* _Task item_:
In the entries that follow, how many lines contain "lane"? Answer with the number only.
+++
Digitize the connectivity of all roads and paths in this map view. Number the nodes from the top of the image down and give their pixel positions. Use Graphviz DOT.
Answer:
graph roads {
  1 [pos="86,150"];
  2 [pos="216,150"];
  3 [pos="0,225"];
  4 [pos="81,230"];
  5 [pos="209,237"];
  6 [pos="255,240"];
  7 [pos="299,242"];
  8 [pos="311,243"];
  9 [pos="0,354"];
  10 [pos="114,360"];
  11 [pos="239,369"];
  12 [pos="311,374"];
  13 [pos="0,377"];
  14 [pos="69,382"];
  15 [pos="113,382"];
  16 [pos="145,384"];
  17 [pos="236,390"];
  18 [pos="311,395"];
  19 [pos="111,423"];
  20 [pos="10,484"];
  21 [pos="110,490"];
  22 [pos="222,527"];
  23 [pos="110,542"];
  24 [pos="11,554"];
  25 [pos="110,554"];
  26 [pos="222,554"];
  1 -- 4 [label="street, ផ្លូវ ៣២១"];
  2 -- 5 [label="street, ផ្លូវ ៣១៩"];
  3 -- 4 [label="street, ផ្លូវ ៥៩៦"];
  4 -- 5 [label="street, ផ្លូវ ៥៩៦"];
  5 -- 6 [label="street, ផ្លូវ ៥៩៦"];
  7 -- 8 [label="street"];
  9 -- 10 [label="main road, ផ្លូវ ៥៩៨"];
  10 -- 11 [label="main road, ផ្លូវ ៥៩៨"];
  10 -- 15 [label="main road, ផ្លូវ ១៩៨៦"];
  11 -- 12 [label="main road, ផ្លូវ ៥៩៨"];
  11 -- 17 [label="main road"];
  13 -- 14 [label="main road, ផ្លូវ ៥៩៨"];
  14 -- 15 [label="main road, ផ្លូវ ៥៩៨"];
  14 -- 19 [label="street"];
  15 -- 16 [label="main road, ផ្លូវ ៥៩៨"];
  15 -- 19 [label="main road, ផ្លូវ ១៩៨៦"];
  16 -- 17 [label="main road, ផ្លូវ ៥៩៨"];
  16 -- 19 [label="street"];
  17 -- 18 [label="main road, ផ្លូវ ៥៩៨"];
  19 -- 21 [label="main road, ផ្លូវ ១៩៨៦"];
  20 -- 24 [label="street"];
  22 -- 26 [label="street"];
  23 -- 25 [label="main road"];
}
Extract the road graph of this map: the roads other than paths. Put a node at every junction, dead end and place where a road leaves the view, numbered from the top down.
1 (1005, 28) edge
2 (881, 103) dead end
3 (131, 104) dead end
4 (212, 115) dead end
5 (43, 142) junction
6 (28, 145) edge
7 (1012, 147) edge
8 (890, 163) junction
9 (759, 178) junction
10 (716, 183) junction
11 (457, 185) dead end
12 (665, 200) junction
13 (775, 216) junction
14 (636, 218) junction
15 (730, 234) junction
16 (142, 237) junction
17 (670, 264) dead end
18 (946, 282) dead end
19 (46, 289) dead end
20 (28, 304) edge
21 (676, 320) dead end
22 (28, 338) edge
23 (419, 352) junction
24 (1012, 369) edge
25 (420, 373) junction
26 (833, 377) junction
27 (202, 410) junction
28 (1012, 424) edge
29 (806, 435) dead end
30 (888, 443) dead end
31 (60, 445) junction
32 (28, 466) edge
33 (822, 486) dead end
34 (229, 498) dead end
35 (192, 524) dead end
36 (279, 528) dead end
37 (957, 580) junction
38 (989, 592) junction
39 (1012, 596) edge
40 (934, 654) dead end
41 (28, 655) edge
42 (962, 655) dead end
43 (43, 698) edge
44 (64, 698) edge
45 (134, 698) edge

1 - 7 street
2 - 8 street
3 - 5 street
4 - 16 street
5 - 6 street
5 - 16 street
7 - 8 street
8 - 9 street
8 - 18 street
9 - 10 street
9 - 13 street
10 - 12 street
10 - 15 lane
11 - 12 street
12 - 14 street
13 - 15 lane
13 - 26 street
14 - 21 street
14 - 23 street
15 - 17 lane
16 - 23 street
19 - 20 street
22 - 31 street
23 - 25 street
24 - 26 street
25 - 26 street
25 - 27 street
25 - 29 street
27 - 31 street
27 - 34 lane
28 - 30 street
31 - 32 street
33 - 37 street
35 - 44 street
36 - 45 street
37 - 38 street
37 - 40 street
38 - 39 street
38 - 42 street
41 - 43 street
+++
* _Output of the exercise_:
4